INPUT below:

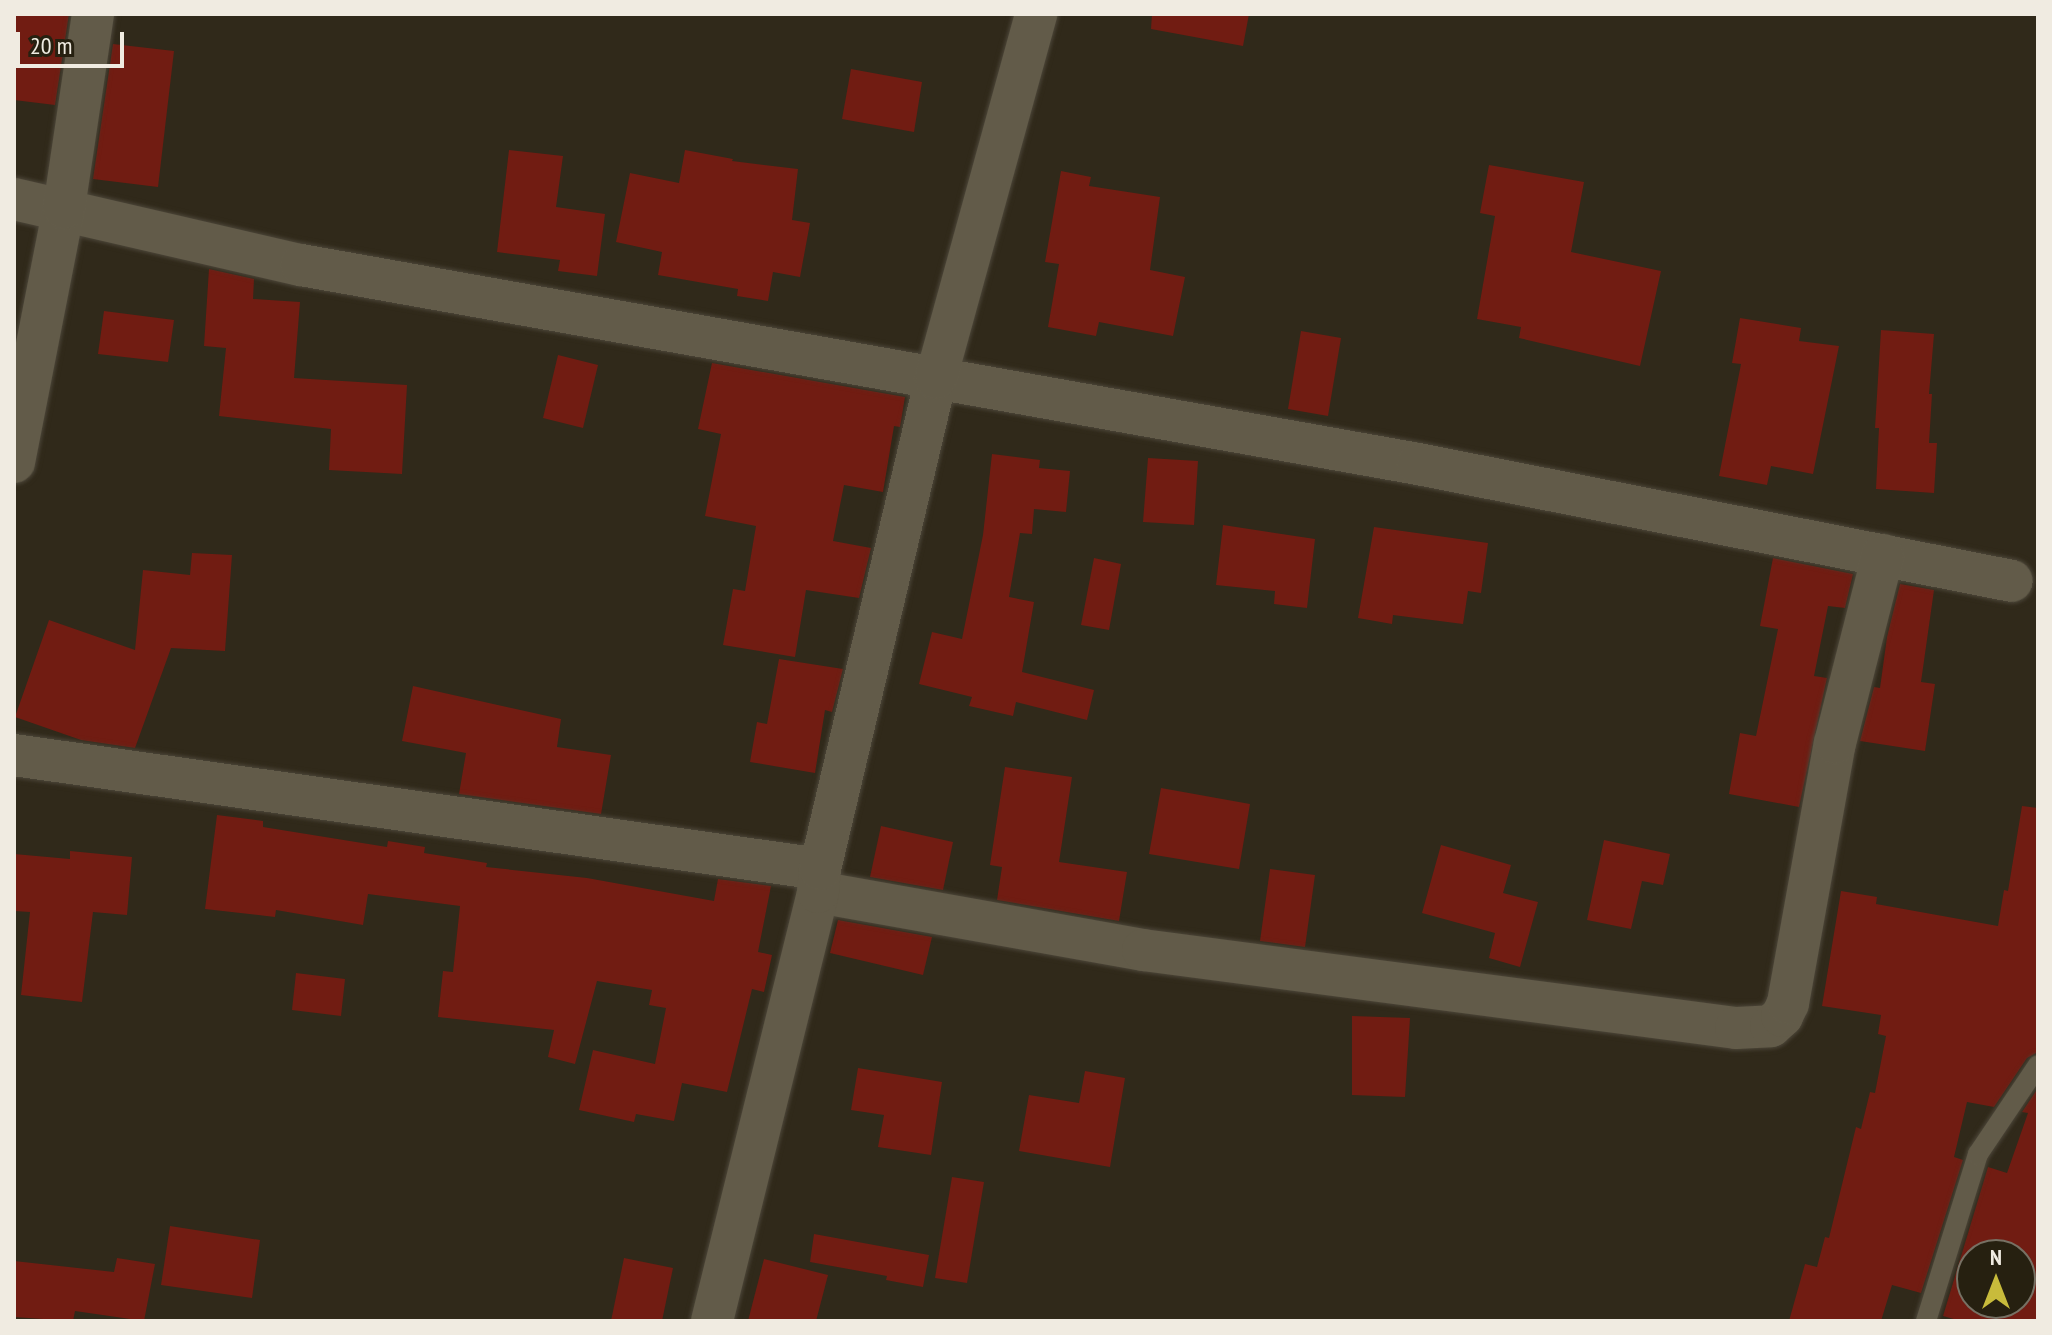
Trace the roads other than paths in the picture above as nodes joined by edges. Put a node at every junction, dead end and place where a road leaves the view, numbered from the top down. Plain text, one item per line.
1 (93, 14) edge
2 (1036, 14) edge
3 (14, 199) edge
4 (64, 208) junction
5 (936, 378) junction
6 (14, 462) edge
7 (1883, 555) junction
8 (2012, 581) dead end
9 (14, 755) edge
10 (819, 880) junction
11 (2038, 1065) edge
12 (712, 1321) edge
13 (1926, 1321) edge

1 - 4 street
2 - 5 street
3 - 4 street
4 - 5 street
4 - 6 street
5 - 7 street
5 - 10 street
7 - 8 street
7 - 10 street
9 - 10 street
10 - 12 street
11 - 13 lane

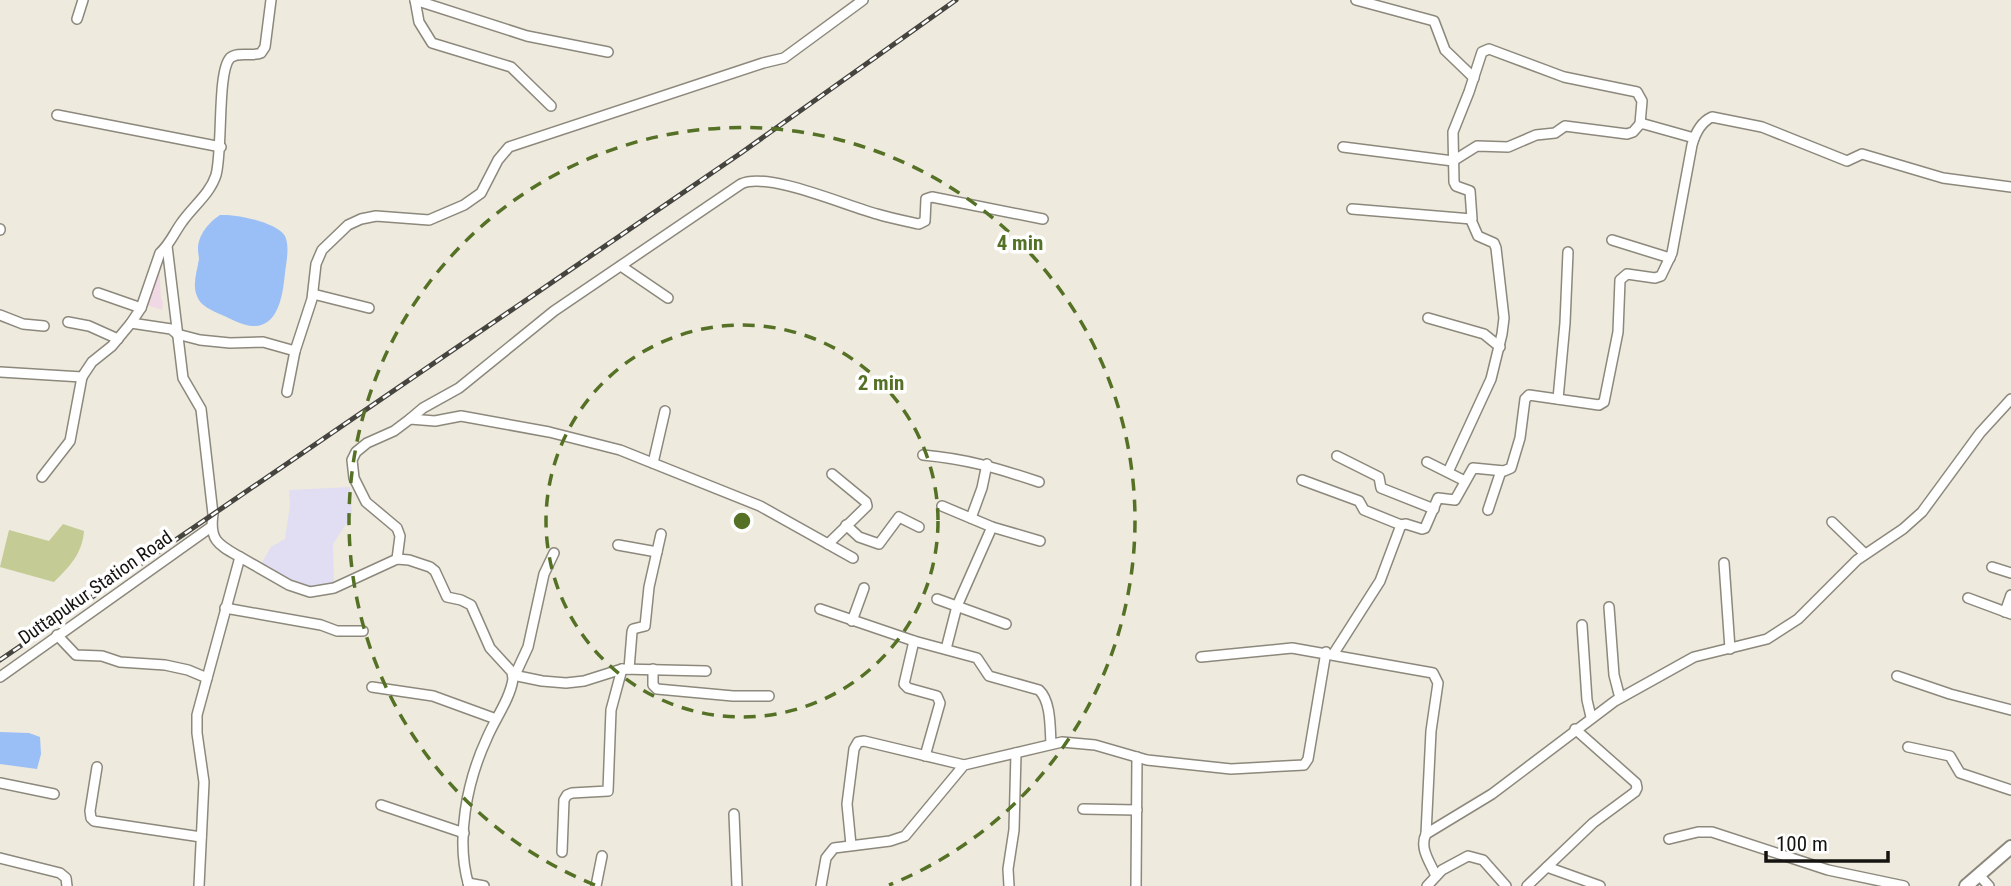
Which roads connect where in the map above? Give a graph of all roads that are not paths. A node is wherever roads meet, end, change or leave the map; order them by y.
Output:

End of INPUT.

Your answer must be the entries repeated exactly, with no pictures.

Trace the roads other than paths in the picture above as nodes joined by edges. Put a node at every junction, dead end and place where a road leaves the view, numbered from the top down. Plain text, one item per line.
1 (93, 14) edge
2 (1036, 14) edge
3 (14, 199) edge
4 (64, 208) junction
5 (936, 378) junction
6 (14, 462) edge
7 (1883, 555) junction
8 (2012, 581) dead end
9 (14, 755) edge
10 (819, 880) junction
11 (2038, 1065) edge
12 (712, 1321) edge
13 (1926, 1321) edge

1 - 4 street
2 - 5 street
3 - 4 street
4 - 5 street
4 - 6 street
5 - 7 street
5 - 10 street
7 - 8 street
7 - 10 street
9 - 10 street
10 - 12 street
11 - 13 lane

Which roads connect where in the map above? Give a graph of all roads that are not paths. A node is wherever roads meet, end, change or leave the map; order them by y.
Output:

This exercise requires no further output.